Dresde a vista de pájaro

Prosigo mi paseo, observando las casas rematadas por un gablete —una especie de frontón triangular típico del arte gótico— y llego hasta los pies de la iglesia luterana de Nuestra Señora (Frauenkirche), cuya cúpula ya he podido ver desde el río. Hoy se puede visitar, pero no siempre fue así. Durante un tiempo una parte de la iglesia se dejó en ruina en memoria a la guerra y no fue hasta la caída del Muro de Berlín cuando se impulsó un proyecto para la reconstrucción de la Frauenkirche (iglesia de Nuestra Señora) que logró tal recaudación que la primera piedra se puso en marzo de 1994 y la última en 2005. De ahí que se considere como un símbolo del renacer y del espíritu pacifista de la nueva Dresde. 

Una información que inconscientemente me recuerda a la Sagrada Familia de Barcelona. Lo pienso mientras pago los cuatro euros para subir hasta su terraza. Espero que merezca la pena porque cara es un rato. La subida es cómoda, con escaleras anchas y doble acceso para no cruzarte con las personas que bajan. Aunque el paso es por fuera de la iglesia, hay un punto en el que ves los frescos de la cúpula y, si te pones de puntillas y miras hacia abajo, el órgano. Unos metros más y llego hasta la terraza. Las vistas son bonitas, con la plaza Neumarkt a mis pies y por el otro el Elba y, ambas, bajo unas nubes que anuncian tormenta.

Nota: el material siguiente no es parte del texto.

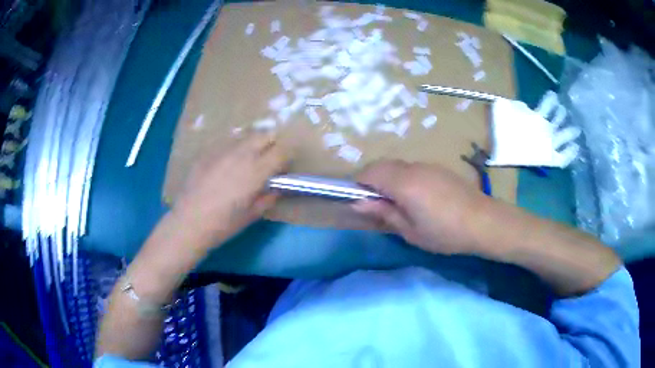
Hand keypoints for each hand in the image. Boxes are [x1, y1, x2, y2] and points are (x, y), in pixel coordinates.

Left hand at [172, 133, 289, 248]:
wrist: (189, 222)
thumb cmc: (224, 224)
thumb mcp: (252, 215)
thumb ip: (268, 197)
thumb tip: (276, 187)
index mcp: (256, 170)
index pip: (282, 151)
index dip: (287, 158)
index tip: (284, 168)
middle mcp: (242, 154)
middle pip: (265, 135)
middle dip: (271, 144)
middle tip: (268, 160)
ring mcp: (222, 150)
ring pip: (245, 137)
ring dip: (252, 145)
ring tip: (246, 162)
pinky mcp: (207, 152)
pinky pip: (227, 144)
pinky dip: (233, 151)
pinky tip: (225, 167)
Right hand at [354, 160, 488, 254]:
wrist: (483, 222)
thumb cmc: (445, 232)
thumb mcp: (410, 231)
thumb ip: (384, 213)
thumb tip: (359, 203)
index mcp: (403, 183)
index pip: (370, 172)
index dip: (359, 184)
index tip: (360, 201)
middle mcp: (413, 168)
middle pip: (383, 165)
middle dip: (373, 180)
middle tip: (377, 204)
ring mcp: (428, 166)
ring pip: (398, 166)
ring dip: (389, 178)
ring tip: (398, 203)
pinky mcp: (439, 169)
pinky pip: (413, 168)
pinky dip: (405, 178)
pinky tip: (418, 198)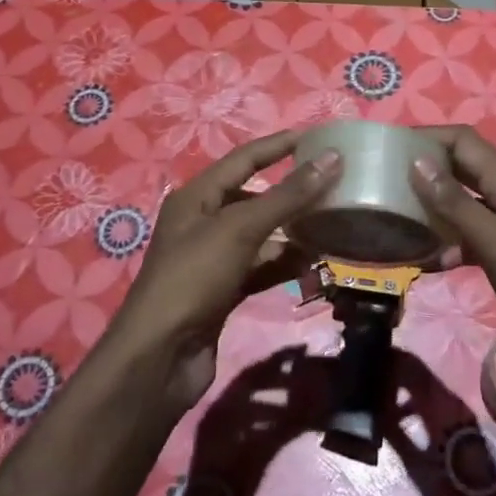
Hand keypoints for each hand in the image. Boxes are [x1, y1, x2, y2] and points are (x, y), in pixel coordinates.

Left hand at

Merece la pena, aunque sigo pensando que el precio es un poco alto. 

La parte nueva de Dresde

De nuevo en la plaza, veo un montón de restaurantes donde tomar un Schnitzel o alguna Bratwurst con una buena cerveza, pero antes decido ir hasta la terraza de Brühl, que se extiende a lo largo del río Elba y en paralelo al casco antiguo. Es un paseo muy agradable, con mucho ambiente y gente sentada en los bancos. Poco les queda porque amenaza lluvia. Desde aquí se ve la Neustadt (ciudad nueva), a la que pongo rumbo. En mi trayecto me encuentro con una biergarten (cervecería al aire libre) y no dudo ni dos segundos en coger una mesa y pedir. La cerveza es casi más grande que yo, pero estoy en Alemania y he de integrarme. Ya con el estómago lleno sigo mi visita. Comienza a chispear, pero prosigo en mi paseo para encontrar los pasajes de los artesanos. Un cartelito muy mono me indica el Kunsthof passage, repleto de coquetas tiendas en las que me refugio de la lluvia. Y me llevo toda una sorpresa porque una de las fachadas del edificio es una gran tubería por la que cae agua haciendo un poco de música. 

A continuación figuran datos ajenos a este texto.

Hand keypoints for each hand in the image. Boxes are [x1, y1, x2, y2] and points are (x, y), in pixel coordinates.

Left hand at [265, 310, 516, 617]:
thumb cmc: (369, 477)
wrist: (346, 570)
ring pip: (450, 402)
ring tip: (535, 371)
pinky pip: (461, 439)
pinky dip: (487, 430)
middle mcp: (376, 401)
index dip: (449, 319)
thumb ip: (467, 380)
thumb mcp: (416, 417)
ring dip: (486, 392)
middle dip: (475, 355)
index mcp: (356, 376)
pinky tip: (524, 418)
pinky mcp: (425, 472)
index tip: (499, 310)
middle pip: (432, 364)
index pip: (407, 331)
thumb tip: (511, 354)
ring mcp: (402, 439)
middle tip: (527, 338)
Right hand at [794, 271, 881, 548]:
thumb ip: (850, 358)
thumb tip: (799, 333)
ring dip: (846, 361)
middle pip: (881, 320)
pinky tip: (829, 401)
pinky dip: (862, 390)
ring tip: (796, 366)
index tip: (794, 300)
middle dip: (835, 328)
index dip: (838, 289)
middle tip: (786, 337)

La lluvia no cesa y ya he visitado incluso la lechería Pfund —dicen que es la más bonita del mundo—, así que me voy a mi alojamiento para proseguir al día siguiente con la visita. Así lo hago y vuelvo a dirigirme al casco viejo para ver la ópera Semper, templo de Richard Strauss —aquí estrenó nueve óperas—. En realidad es la historia de tres edificios; las veces que ha sido reconstruido. La primera en 1841, la segunda veintiocho años después de su inauguración, por culpa de un incendio, y la tercera por los bombardeos. Cuando sus puertas volvieron a abrir, cuarenta años después, sonó la misma ópera que se representó por última vez: Der Freischütz, de Carl Maria von Weber. La acústica es de las mejores de Europa así que, si tienes la posibilidad, disfruta de una ópera. De lo contrario puedes hacer la visita guiada (catorce euros) para conocer su historia y ver las dependencias. 

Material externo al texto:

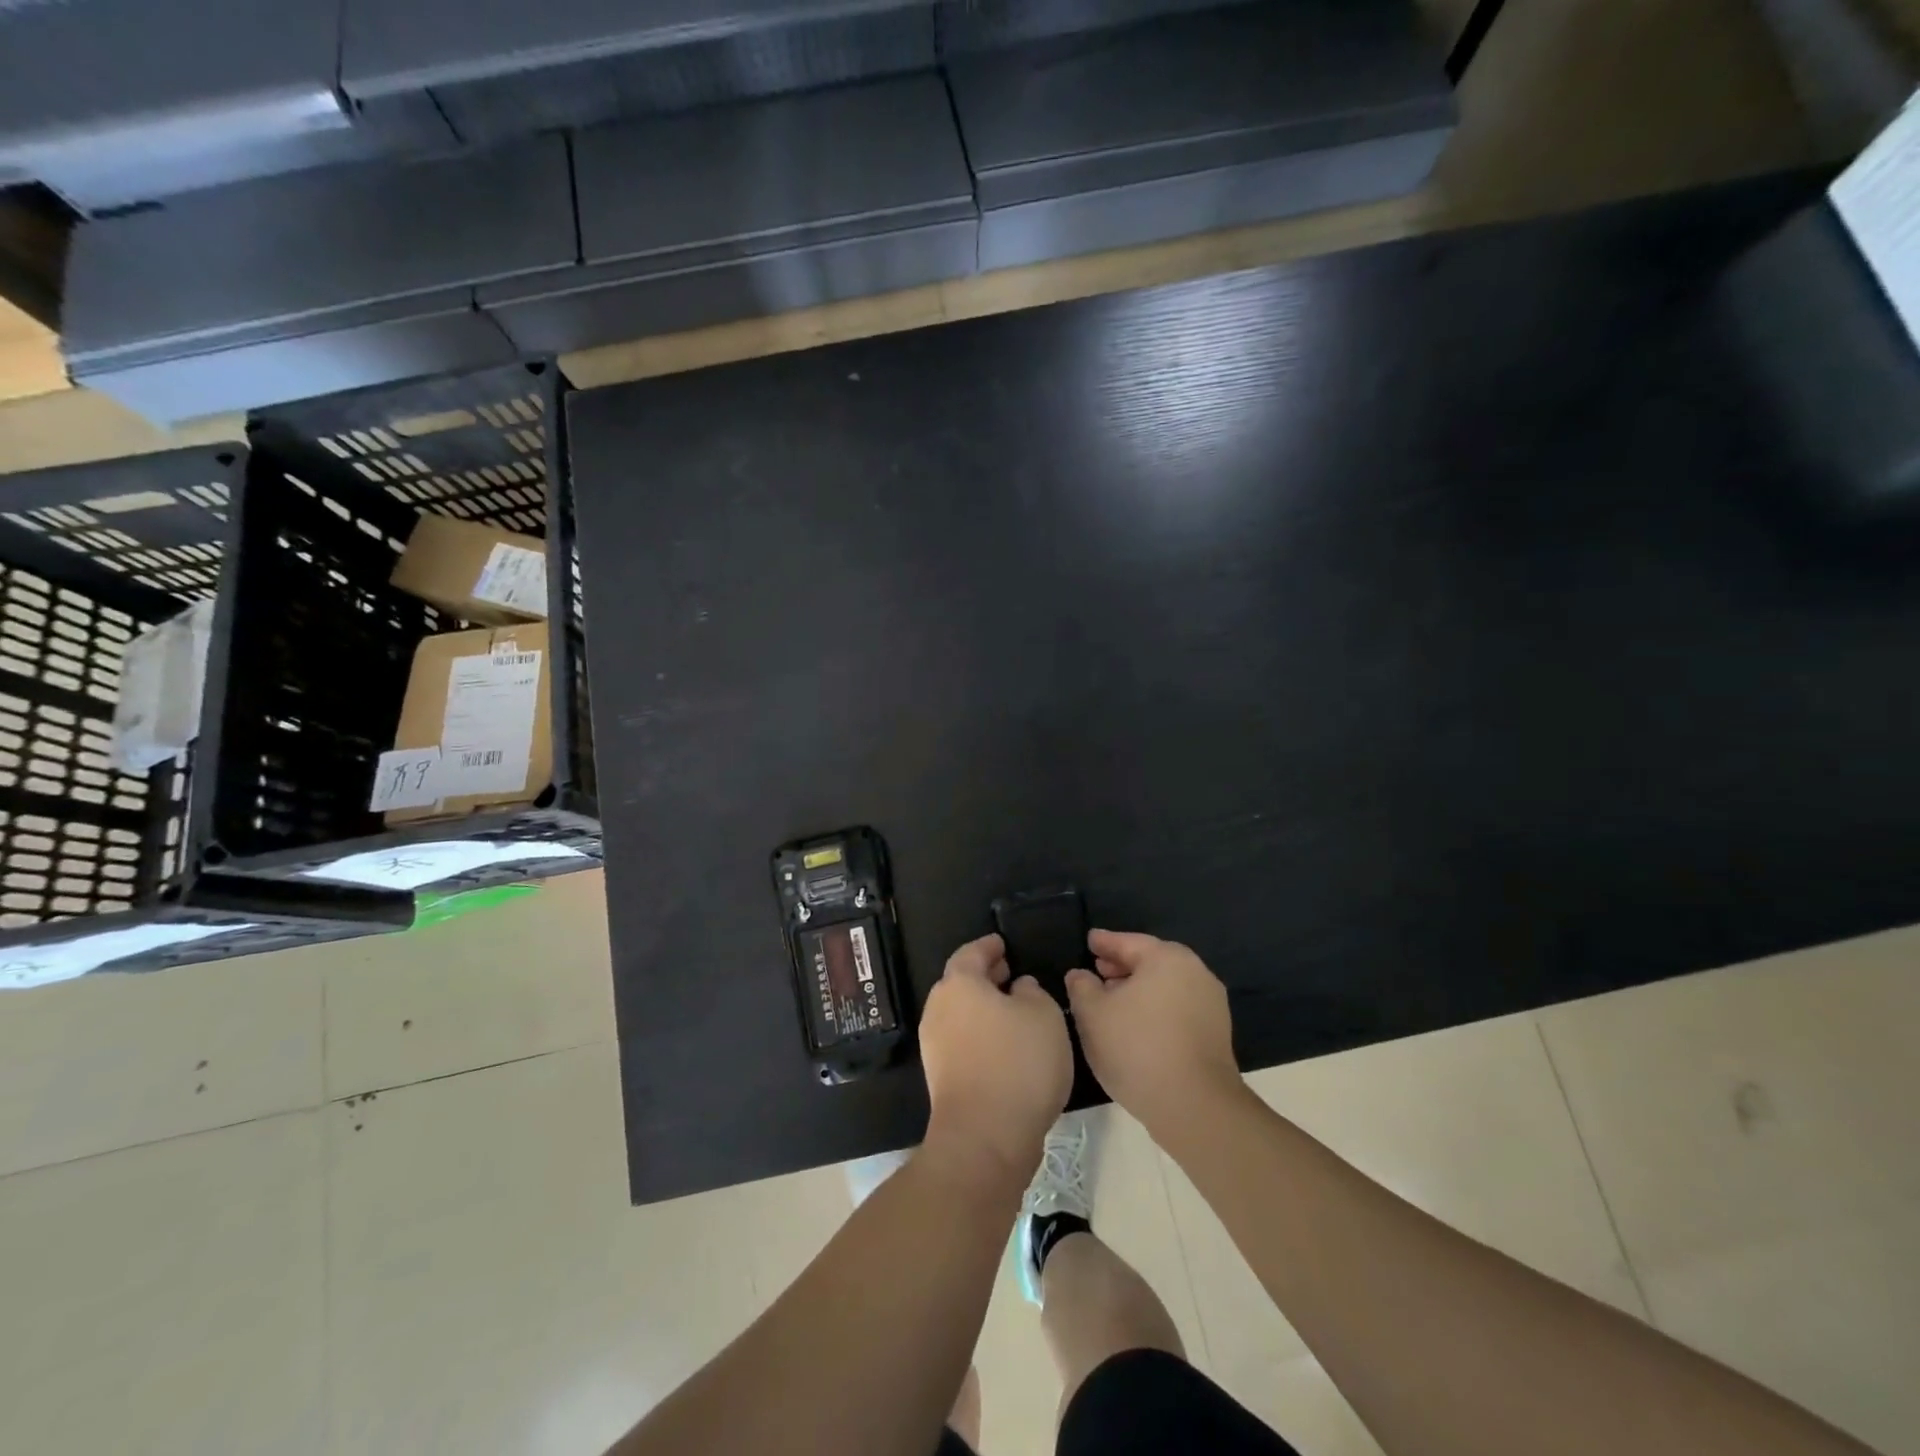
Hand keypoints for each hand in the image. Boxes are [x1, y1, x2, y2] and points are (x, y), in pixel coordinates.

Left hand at [919, 933, 1072, 1183]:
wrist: (985, 1138)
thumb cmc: (1018, 1062)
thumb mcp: (1044, 1015)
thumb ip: (1032, 992)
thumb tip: (1018, 988)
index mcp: (959, 983)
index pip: (972, 952)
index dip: (989, 946)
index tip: (1003, 944)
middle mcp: (939, 1008)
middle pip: (960, 982)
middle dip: (985, 976)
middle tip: (1010, 973)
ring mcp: (935, 1044)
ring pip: (960, 1012)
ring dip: (983, 1007)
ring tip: (1014, 1010)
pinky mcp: (940, 1076)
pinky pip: (962, 1040)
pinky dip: (980, 1033)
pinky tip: (1006, 1045)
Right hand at [1066, 930, 1242, 1136]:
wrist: (1194, 1106)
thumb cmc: (1137, 1048)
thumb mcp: (1092, 1014)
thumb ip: (1081, 987)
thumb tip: (1080, 975)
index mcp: (1167, 958)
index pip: (1128, 942)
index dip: (1104, 942)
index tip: (1089, 940)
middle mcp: (1195, 972)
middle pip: (1151, 961)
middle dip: (1122, 965)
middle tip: (1098, 969)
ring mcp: (1210, 1004)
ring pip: (1165, 986)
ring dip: (1139, 989)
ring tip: (1113, 1000)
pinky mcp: (1216, 1033)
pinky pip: (1177, 1008)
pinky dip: (1155, 1008)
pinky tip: (1136, 1026)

No muy lejos de la ópera está el palacio Zwinger, para mí lo más bonito de la ciudad. Por fuera, parece una simple fortaleza, incluso con el agua bordeándolo por un lado, pero cuando atraviesas una de sus puertas descubres una gran plaza ajardinada en la que se asoman bellos edificios barrocos. Y es que, el palacio se construyó en 1709 sobre un bastión anterior. Al principio sirvió como un recinto ferial para torneos y otros juegos de la nobleza sajona, pero a los pocos años se construyó la galería y la puerta de la corona —lo más bonito del complejo y está en la parte de arriba—. Hoy esos edificios señoriales albergan distintos museos y puedes pasarte aquí toda la mañana. Y más si el sol brilla y te sientas a descansar junto a esa fuente que da vida al lugar. 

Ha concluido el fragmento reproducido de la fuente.